The third particular of complaint in respect of the SLF Agreement concerns contra-trading. An internal audit report prepared for Barclays Bank and dated 16 December 2011, though with reference to an audit visit conducted on 14 and 15 June 2011, identified as one of the main issues identified on the audit: “Contra offsets noted against the purchase ledger of £124,309”; and it recommended a reserve at that level. The body of the report noted that the stated level of contra offsets was identified as at the end of January; “the main contra debtor continues to be Caledonian Plywood at £108k.” The Briefing Report refers to the existence of £420,000 of uncollectable debts on account of contra trading claims. The gist of the complaint is that, unknown to BSF, invoices due from the Company’s customers were subject to netting arrangements, whereby only the balance after taking of accounts would be paid. Particulars of those claims are set out in Mr Taylor’s statement, which shows that Atlantic found evidence that the Company had entered into contra agreements totalling £420,184.01, virtually all of which (£418,420.41) was with Caledonian Plywood Ltd.
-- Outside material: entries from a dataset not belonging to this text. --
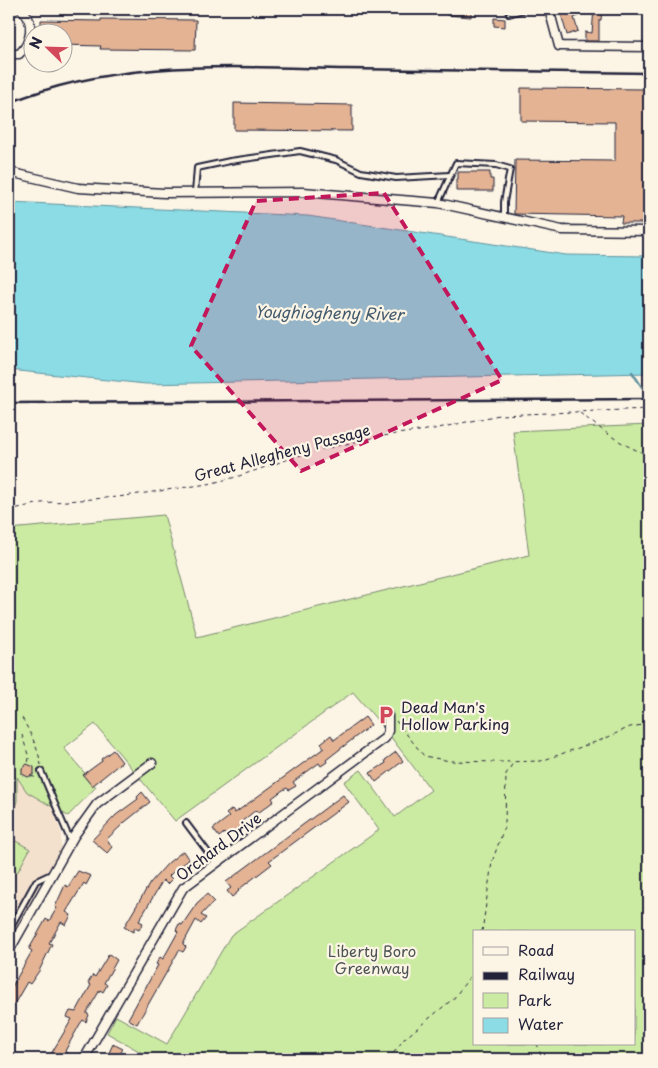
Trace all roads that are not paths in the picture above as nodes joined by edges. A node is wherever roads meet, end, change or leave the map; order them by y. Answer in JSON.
{"nodes":[{"id":1,"x":21,"y":9,"type":"edge"},
{"id":2,"x":526,"y":9,"type":"edge"},
{"id":3,"x":550,"y":9,"type":"edge"},
{"id":4,"x":509,"y":14,"type":"dead end"},
{"id":5,"x":649,"y":48,"type":"edge"},
{"id":6,"x":9,"y":54,"type":"edge"},
{"id":7,"x":9,"y":172,"type":"edge"},
{"id":8,"x":450,"y":175,"type":"junction"},
{"id":9,"x":195,"y":193,"type":"junction"},
{"id":10,"x":438,"y":203,"type":"junction"},
{"id":11,"x":504,"y":218,"type":"junction"},
{"id":12,"x":649,"y":231,"type":"edge"},
{"id":13,"x":388,"y":716,"type":"road end"},
{"id":14,"x":152,"y":763,"type":"dead end"},
{"id":15,"x":41,"y":771,"type":"road end"},
{"id":16,"x":186,"y":823,"type":"dead end"},
{"id":17,"x":71,"y":842,"type":"junction"},
{"id":18,"x":216,"y":863,"type":"junction"},
{"id":19,"x":54,"y":872,"type":"junction"},
{"id":20,"x":9,"y":930,"type":"edge"},
{"id":21,"x":9,"y":941,"type":"edge"},
{"id":22,"x":9,"y":950,"type":"edge"},
{"id":23,"x":84,"y":1059,"type":"edge"}],
"edges":[{"from":1,"to":6,"type":"street"},
{"from":2,"to":4,"type":"lane"},
{"from":3,"to":5,"type":"street"},
{"from":7,"to":9,"type":"street"},
{"from":8,"to":9,"type":"lane"},
{"from":8,"to":10,"type":"lane"},
{"from":8,"to":11,"type":"lane"},
{"from":9,"to":10,"type":"street"},
{"from":10,"to":11,"type":"street"},
{"from":11,"to":12,"type":"street"},
{"from":13,"to":18,"type":"street","name":"Orchard Drive"},
{"from":14,"to":17,"type":"street"},
{"from":15,"to":17,"type":"lane"},
{"from":16,"to":18,"type":"lane"},
{"from":17,"to":19,"type":"street"},
{"from":18,"to":23,"type":"street","name":"Orchard Drive"},
{"from":19,"to":20,"type":"lane"},
{"from":19,"to":22,"type":"street"},
{"from":21,"to":22,"type":"lane"}]}
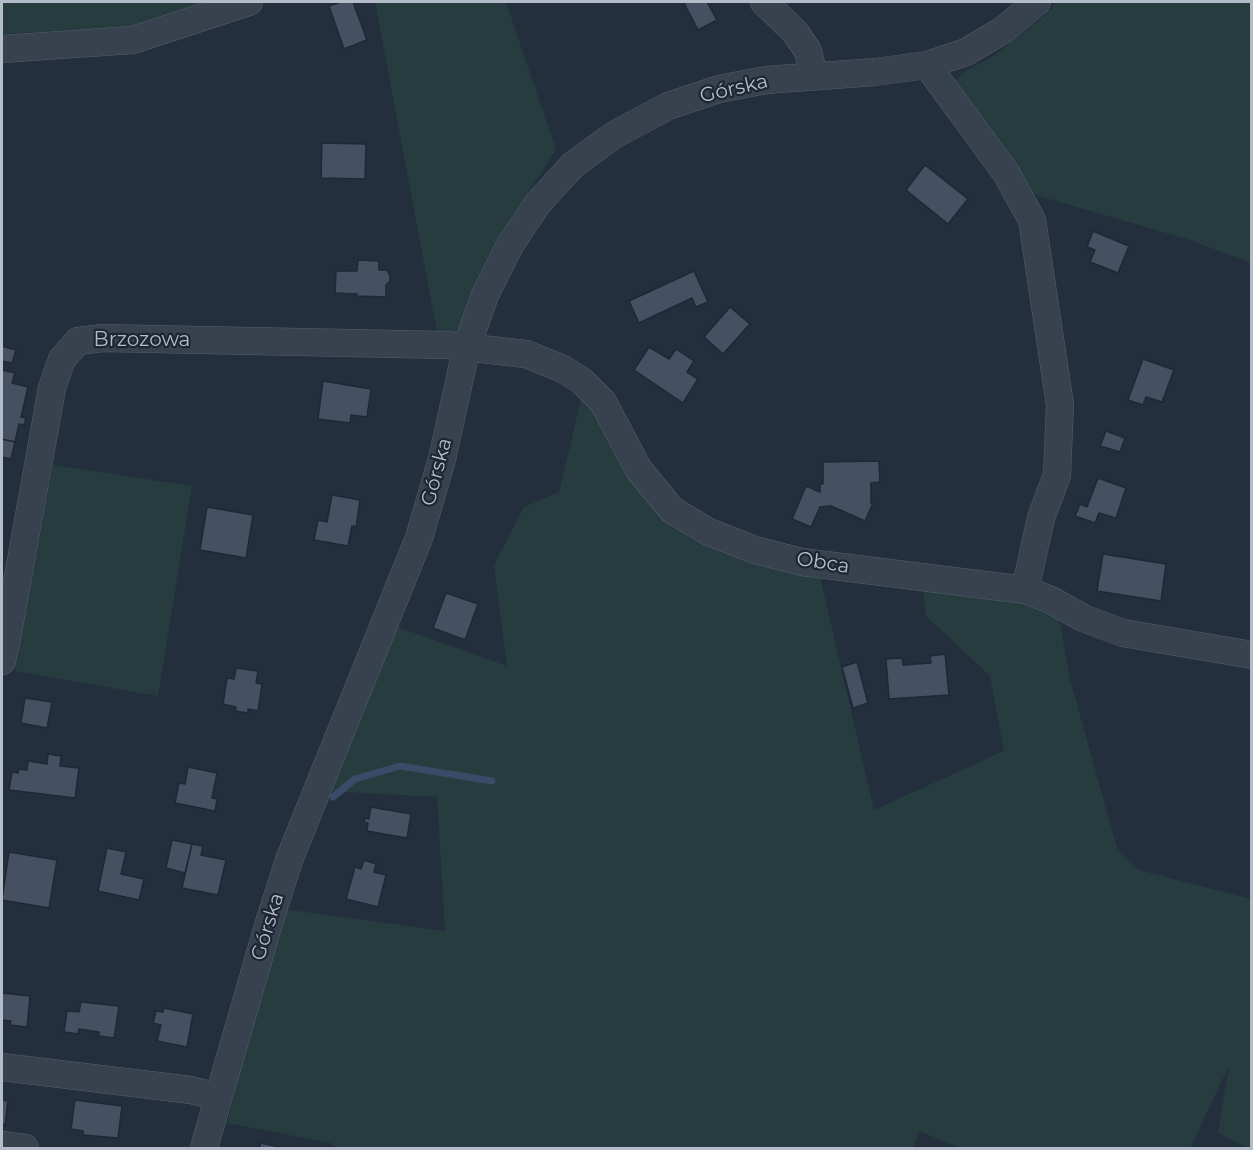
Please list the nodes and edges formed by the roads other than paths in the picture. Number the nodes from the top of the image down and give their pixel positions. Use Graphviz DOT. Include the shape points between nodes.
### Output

Mr Hawkes responded to this allegation as follows in his Response of 5 August 2013:
“Contra-accounting provisions were made by BSF for any contra dealings as they were shown on a monthly basis when they received a copy of the purchase ledger.
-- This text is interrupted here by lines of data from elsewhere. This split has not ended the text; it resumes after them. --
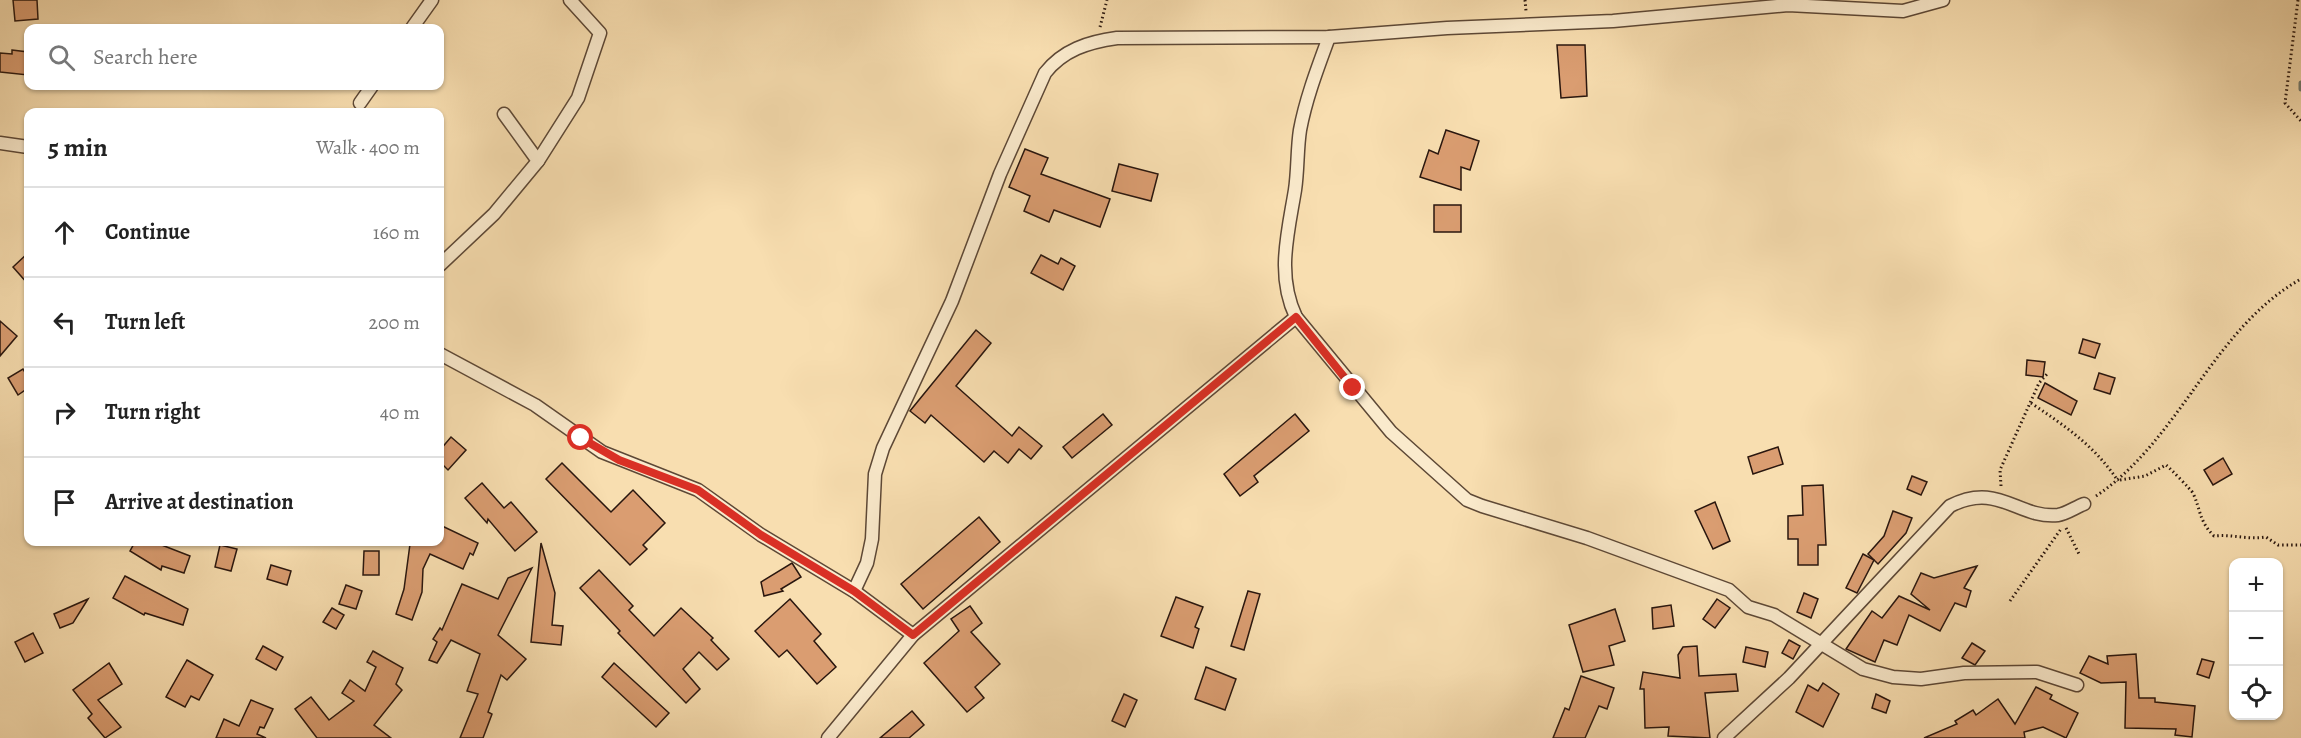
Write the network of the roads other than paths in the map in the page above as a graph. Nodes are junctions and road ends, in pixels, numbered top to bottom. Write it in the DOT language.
graph roads {
  1 [pos="432,0"];
  2 [pos="570,0"];
  3 [pos="1942,0"];
  4 [pos="415,24"];
  5 [pos="1329,37"];
  6 [pos="369,90"];
  7 [pos="360,103"];
  8 [pos="504,114"];
  9 [pos="0,143"];
  10 [pos="24,146"];
  11 [pos="538,160"];
  12 [pos="444,261"];
  13 [pos="1296,317"];
  14 [pos="444,356"];
  15 [pos="2084,504"];
  16 [pos="854,591"];
  17 [pos="913,635"];
  18 [pos="1821,644"];
  19 [pos="2077,685"];
  20 [pos="834,736"];
  21 [pos="1724,738"];
  1 -- 4 [label="street"];
  2 -- 11 [label="street"];
  3 -- 5 [label="street"];
  5 -- 13 [label="street"];
  5 -- 16 [label="street"];
  6 -- 7 [label="street"];
  8 -- 11 [label="street"];
  9 -- 10 [label="street"];
  11 -- 12 [label="street"];
  13 -- 17 [label="street"];
  13 -- 18 [label="street"];
  14 -- 16 [label="street"];
  15 -- 18 [label="street"];
  16 -- 17 [label="street"];
  17 -- 20 [label="street"];
  18 -- 19 [label="street"];
  18 -- 21 [label="street"];
}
The Contra-trading was identified to them on regular occasions in the audits. If we had contra trading they would take that money off us. The contra-agreements were discussed, in the purchase ledger, orally with our Relationship Manager and were also visible in the audits.”
Mr Hawkes’ affidavit is to the same effect at paragraph 89: see paragraph 58 above.
There is good evidence that invoices assigned to BSF as security were subject to contra-trading and that this was contrary to the letter of condition 13.2(k). There is also good evidence from the audit documentation and from Atlantic’s report to BSF that the bank was not expecting the scale of contra-charges that it faced. Yet the Atlantic report shows that contra charges were anticipated and acknowledges that this is “a difficult area in which to have good visibility when a business is trading.” There is evidence in the form of an email that in June 2011 Mr Evans provided to BSF statements of account for Caledonian Plywood; precisely what those statements showed is not clear, because the attachment to the email is not definitively identified. I think it not unlikely that BSF was aware that contra-trading was taking place and was merely surprised at the level of contra-charges. Without more intensive focus on these matters in the course of evidence and cross-examination of Mr Hawkes, I am not satisfied that the claimant has made out the ground of claim in this regard.
Conclusion
For the reasons set out above, and in particular in paragraphs 28, 37-8 and 47-51, I am satisfied that Mr Hawkes and Mrs Hawkes are unfit to be concerned in the management of a company. I shall accordingly make a disqualification order against each of them and shall hear counsel further regarding the length of the order in each case.